(Source data)
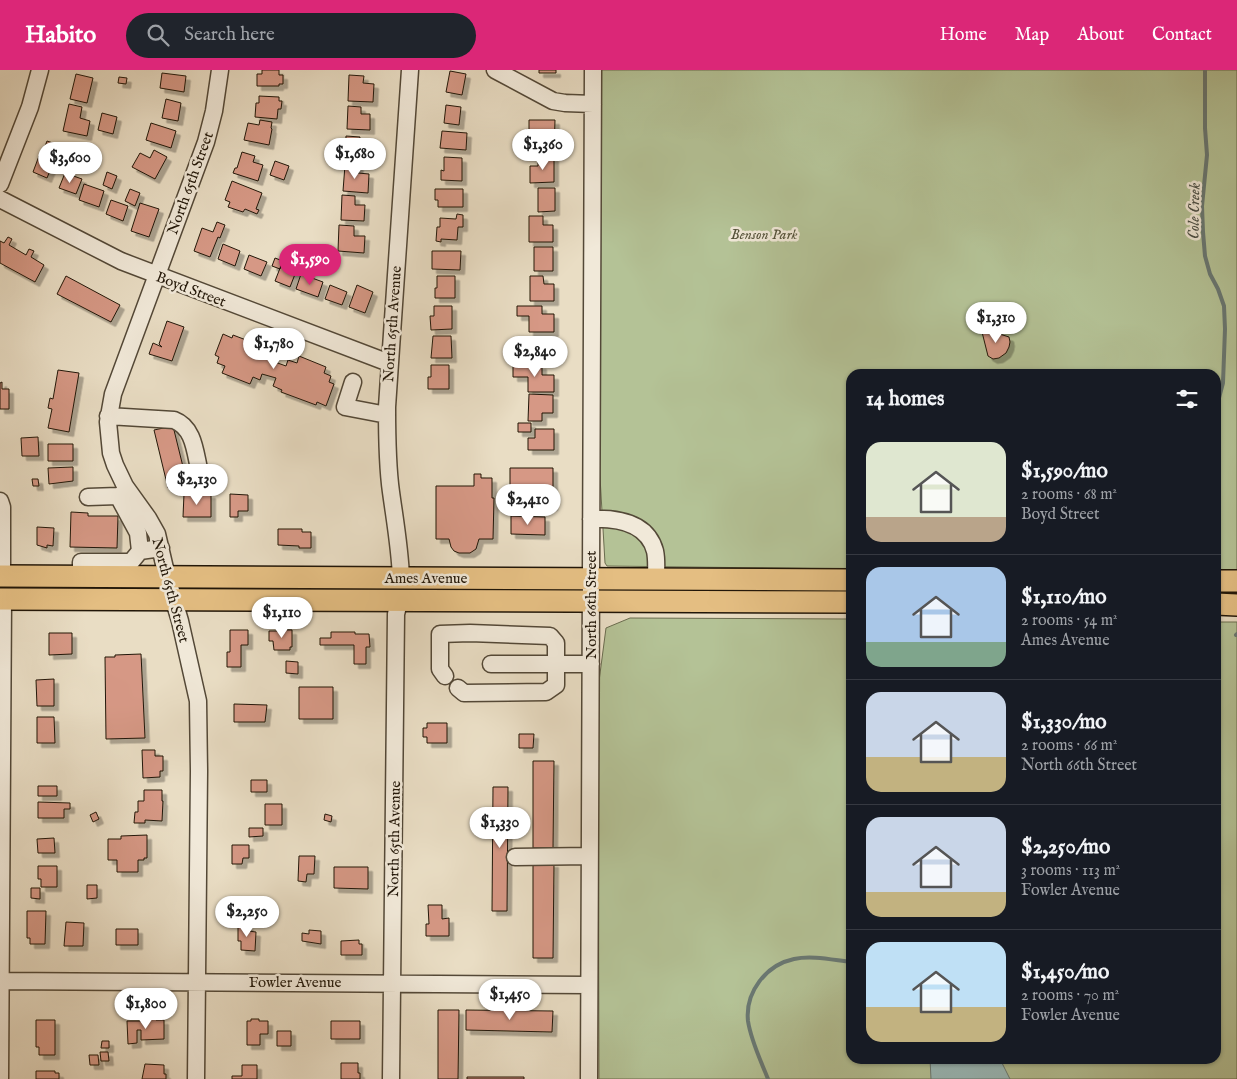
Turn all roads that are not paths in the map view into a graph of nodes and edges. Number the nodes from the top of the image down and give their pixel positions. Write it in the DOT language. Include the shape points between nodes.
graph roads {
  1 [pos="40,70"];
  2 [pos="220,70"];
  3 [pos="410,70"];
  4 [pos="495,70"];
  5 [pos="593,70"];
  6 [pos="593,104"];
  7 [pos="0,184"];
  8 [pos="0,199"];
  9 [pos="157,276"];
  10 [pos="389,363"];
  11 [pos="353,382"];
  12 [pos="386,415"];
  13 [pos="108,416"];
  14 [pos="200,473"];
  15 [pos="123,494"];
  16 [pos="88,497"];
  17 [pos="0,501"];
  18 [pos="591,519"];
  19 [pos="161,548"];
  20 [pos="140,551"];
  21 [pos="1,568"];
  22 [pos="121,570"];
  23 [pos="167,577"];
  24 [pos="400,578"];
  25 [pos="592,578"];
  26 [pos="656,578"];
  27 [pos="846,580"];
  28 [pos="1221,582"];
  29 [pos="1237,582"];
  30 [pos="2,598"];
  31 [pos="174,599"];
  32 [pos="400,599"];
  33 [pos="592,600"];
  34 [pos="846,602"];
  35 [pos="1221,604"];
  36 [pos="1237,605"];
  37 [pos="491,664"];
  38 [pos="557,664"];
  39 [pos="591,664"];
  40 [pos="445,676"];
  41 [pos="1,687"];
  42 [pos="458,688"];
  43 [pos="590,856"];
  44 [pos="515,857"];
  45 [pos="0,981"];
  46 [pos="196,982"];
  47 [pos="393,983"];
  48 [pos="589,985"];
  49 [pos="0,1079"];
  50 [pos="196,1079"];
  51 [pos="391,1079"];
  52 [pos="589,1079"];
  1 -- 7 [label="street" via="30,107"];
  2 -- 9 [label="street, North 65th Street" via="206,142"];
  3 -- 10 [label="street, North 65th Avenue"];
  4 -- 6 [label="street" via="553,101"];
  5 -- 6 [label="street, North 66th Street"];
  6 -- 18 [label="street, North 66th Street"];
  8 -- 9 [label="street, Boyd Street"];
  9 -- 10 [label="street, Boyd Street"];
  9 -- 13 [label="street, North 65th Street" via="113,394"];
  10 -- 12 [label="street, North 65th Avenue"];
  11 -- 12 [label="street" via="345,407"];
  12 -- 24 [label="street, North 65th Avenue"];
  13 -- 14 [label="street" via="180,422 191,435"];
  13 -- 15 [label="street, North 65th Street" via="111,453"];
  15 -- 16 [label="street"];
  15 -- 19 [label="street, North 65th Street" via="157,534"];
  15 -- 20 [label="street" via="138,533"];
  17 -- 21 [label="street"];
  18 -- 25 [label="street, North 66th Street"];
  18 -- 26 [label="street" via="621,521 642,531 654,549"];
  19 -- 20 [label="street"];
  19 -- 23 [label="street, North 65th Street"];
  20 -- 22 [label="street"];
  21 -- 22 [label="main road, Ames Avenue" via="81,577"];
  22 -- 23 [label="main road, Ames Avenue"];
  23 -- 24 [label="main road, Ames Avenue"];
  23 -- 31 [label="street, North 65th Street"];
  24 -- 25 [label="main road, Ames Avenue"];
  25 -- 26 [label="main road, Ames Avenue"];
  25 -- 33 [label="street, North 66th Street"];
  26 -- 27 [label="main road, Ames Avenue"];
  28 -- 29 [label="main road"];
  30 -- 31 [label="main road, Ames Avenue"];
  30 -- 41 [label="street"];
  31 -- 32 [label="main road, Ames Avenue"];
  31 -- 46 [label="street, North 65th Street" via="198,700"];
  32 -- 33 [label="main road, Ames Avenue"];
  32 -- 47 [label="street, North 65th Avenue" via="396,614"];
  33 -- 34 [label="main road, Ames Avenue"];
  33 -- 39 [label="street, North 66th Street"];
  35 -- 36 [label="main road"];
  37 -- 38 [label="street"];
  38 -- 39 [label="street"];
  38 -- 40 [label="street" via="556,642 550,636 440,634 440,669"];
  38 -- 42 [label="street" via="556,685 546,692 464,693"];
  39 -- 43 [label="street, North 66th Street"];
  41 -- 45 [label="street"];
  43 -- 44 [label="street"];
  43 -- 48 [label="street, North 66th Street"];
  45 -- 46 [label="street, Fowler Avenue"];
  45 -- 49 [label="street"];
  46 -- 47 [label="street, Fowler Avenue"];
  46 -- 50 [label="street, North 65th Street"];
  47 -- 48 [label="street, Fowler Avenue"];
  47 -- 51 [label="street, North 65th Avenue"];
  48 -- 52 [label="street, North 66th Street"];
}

(Exercise goal):
Scan the records above for the string "graph", then report every line that contains it.

(Task result):
Turn all roads that are not paths in the map view into a graph of nodes and edges. Number the nodes from the top of the image down and give their pixel positions. Write it in the DOT language. Include the shape points between nodes.
graph roads {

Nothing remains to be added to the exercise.